Sega - Bulgarien | Mittwoch, 24. November 2010
Sarkozy stärkt Bulgariens Mafia
Indem Frankreichs Präsident Nicolas Sarkozy den Schengenbeitritt Bulgariens und Rumäniens erst nach einem deutlichen Rückgang der Korruption erlauben möchte, verschafft er der Mafia in den beiden EU-Staaten einen unschätzbaren Vorteil, schreibt die Tageszeitung Sega: "Niemand hat ein größeres Interesse daran, Bulgarien und Rumänien an der EU-Peripherie in einer Art Grauzone zu belassen, als die Mafia. Indem Sarkozy die Frage des Schengenbeitritts vom guten Willen der Mafiosi abhängig macht, gibt er ihnen einen willkommenen Anreiz, weiter gegen die fortschreitende Integration ihrer Länder vorzugehen.
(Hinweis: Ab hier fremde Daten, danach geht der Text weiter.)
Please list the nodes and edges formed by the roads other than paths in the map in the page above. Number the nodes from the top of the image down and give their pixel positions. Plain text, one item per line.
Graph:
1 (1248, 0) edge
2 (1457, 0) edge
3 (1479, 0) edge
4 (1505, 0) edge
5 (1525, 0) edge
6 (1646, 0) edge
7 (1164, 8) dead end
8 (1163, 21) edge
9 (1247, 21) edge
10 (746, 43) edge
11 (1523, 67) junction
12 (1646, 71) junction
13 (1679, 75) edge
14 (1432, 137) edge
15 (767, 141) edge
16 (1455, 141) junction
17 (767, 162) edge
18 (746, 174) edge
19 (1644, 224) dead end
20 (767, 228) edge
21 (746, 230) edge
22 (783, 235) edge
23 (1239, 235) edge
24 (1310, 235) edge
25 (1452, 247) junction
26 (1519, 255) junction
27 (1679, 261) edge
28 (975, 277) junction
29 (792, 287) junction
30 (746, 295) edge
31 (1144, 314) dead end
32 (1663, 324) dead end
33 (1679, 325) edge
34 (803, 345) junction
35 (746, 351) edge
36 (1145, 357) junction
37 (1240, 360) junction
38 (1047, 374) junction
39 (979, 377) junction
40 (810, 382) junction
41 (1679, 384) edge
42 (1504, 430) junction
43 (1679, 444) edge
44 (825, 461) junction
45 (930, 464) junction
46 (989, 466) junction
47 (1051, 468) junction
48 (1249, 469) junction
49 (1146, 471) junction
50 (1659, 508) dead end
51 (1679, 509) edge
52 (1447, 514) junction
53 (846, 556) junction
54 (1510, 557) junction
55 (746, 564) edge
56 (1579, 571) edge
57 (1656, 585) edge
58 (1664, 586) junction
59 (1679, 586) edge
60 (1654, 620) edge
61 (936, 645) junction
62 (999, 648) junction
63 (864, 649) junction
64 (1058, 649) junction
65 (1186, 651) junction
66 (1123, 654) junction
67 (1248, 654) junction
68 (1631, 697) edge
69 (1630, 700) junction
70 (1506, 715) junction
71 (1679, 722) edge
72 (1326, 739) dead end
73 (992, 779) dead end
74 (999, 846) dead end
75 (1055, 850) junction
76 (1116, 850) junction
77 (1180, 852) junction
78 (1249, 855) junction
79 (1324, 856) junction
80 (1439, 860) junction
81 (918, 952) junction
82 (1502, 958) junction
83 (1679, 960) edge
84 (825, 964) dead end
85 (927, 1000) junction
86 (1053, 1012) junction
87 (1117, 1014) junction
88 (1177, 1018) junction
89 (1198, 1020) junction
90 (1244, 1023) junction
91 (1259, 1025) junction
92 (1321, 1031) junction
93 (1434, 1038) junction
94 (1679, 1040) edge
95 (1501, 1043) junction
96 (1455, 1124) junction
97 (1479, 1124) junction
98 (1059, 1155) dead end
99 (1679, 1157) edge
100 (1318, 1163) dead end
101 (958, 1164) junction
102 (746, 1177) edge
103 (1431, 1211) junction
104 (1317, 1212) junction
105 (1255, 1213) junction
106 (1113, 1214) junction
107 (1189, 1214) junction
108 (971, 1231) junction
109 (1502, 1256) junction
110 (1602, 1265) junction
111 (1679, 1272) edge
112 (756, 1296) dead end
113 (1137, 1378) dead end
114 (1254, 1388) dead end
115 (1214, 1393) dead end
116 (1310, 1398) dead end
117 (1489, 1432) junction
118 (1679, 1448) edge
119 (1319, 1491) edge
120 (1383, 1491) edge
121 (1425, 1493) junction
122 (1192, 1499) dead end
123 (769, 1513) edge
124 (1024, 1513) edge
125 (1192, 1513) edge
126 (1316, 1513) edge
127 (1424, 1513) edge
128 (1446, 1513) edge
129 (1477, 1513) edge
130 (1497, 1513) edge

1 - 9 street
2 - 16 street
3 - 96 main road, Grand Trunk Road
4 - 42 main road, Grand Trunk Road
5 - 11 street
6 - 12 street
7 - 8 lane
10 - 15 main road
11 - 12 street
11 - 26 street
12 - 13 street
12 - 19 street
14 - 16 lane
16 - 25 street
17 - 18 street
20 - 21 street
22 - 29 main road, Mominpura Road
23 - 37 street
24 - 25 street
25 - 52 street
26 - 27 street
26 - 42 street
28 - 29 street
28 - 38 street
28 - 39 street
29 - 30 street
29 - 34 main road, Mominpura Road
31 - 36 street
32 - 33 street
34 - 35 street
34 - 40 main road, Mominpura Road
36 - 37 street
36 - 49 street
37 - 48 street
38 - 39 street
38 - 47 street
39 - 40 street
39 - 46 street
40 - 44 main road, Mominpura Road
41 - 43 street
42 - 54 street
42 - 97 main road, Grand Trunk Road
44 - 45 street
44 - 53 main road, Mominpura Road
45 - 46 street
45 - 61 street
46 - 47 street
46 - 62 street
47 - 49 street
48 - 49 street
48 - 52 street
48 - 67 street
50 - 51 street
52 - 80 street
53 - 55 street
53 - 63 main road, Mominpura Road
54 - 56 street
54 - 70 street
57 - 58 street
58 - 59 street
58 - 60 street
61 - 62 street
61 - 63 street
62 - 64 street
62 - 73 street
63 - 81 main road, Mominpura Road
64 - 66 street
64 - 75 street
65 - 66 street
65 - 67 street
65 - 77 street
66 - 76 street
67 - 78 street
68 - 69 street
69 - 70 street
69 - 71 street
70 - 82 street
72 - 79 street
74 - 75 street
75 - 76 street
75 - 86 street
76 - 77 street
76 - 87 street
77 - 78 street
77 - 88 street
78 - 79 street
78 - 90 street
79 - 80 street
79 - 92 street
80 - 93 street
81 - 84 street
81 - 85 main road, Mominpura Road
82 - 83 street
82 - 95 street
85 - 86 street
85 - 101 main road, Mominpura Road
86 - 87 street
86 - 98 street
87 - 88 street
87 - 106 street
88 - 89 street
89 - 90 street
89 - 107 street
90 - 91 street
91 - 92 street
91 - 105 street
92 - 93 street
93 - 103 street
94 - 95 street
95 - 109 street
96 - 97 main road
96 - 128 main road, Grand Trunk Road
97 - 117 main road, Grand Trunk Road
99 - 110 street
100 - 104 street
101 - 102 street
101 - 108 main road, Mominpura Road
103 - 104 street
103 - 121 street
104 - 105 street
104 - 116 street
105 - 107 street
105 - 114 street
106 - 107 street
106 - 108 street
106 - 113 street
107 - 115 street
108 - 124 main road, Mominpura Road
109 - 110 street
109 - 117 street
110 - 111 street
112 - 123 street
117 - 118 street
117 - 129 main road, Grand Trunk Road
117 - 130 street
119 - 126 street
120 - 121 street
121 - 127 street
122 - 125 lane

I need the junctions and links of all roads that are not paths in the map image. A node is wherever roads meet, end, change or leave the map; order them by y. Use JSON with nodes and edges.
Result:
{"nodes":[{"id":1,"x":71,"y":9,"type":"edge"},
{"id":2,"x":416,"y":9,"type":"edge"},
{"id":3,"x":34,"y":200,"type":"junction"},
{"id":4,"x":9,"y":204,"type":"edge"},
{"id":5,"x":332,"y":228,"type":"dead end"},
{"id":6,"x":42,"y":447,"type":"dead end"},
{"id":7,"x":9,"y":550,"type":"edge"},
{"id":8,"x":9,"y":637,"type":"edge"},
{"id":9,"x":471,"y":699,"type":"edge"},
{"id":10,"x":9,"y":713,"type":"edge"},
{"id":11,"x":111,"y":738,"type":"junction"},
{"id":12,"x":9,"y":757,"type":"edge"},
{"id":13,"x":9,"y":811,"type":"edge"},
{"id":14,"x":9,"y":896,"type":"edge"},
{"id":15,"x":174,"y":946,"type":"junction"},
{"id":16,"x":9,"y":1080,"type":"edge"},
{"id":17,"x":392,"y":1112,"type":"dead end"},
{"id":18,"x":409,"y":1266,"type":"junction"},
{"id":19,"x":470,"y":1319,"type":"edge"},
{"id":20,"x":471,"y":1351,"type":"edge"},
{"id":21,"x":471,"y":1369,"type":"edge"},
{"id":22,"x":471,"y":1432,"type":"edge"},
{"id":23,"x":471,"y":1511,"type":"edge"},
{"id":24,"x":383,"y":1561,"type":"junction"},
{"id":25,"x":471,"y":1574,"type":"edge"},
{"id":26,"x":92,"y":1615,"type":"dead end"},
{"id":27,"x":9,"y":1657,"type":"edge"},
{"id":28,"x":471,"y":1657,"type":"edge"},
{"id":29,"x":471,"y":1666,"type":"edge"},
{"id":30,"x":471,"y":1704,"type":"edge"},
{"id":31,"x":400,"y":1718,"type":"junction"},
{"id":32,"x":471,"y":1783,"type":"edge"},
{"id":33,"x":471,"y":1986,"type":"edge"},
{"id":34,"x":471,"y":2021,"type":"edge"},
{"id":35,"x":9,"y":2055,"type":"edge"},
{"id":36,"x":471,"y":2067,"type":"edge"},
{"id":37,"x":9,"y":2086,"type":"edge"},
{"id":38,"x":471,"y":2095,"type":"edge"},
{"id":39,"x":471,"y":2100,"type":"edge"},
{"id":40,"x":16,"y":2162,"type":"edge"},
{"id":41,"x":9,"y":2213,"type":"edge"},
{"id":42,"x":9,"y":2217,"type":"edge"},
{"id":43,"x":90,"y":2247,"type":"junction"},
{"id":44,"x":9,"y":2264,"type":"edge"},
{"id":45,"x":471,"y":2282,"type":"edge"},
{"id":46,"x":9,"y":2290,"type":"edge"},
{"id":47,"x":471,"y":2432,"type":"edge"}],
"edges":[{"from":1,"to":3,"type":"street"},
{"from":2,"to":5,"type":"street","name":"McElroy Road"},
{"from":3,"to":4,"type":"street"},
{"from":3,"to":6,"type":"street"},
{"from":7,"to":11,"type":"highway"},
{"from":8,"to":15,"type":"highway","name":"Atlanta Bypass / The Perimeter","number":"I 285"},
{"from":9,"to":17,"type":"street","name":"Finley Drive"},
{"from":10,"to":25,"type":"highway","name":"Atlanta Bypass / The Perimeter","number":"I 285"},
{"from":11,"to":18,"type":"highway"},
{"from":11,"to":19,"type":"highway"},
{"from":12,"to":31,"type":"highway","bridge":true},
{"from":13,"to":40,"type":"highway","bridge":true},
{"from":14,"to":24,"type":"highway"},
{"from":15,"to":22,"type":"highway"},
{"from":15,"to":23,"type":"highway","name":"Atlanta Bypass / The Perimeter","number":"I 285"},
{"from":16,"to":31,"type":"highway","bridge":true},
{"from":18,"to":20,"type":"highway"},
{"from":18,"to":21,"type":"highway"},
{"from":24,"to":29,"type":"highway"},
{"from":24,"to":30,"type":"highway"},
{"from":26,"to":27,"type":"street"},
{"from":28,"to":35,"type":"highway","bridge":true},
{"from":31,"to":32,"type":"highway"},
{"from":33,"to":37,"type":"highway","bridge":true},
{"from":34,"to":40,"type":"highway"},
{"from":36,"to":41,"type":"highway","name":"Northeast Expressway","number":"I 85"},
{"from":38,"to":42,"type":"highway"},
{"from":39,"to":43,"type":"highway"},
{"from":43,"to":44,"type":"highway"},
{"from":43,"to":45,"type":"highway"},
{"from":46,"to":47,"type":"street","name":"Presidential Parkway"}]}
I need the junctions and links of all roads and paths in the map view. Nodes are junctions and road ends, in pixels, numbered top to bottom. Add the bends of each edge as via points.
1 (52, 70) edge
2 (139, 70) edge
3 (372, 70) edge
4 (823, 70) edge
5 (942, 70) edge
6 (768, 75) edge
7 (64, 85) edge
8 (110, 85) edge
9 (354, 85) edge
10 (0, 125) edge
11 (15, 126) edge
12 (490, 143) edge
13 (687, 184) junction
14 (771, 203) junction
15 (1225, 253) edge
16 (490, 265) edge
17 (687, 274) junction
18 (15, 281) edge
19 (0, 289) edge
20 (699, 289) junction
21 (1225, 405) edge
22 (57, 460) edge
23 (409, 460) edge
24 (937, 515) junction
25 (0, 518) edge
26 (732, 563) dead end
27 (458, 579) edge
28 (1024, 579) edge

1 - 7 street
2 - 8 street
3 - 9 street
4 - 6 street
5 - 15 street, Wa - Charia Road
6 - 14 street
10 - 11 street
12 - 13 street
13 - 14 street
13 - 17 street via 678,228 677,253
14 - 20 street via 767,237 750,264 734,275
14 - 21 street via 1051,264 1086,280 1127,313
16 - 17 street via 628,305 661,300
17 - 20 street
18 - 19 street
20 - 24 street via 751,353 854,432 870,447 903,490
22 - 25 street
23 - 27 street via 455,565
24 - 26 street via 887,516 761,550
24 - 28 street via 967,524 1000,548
Denn je vitaler die Mafia ist, desto geringer werden die Chancen Bulgariens und Rumäniens, den EU-Kontrollmechanismus im Bereich Justiz und innere Sicherheit loszuwerden und damit dem grenzfreien Schengenraum beizutreten, in dem sie wesentlich strenger beobachtet würden. Durch die Isolation der beiden Länder wird die Korruption an ihren Grenzen kein bisschen zurückgehen, denn sie würde im Dunkeln bleiben."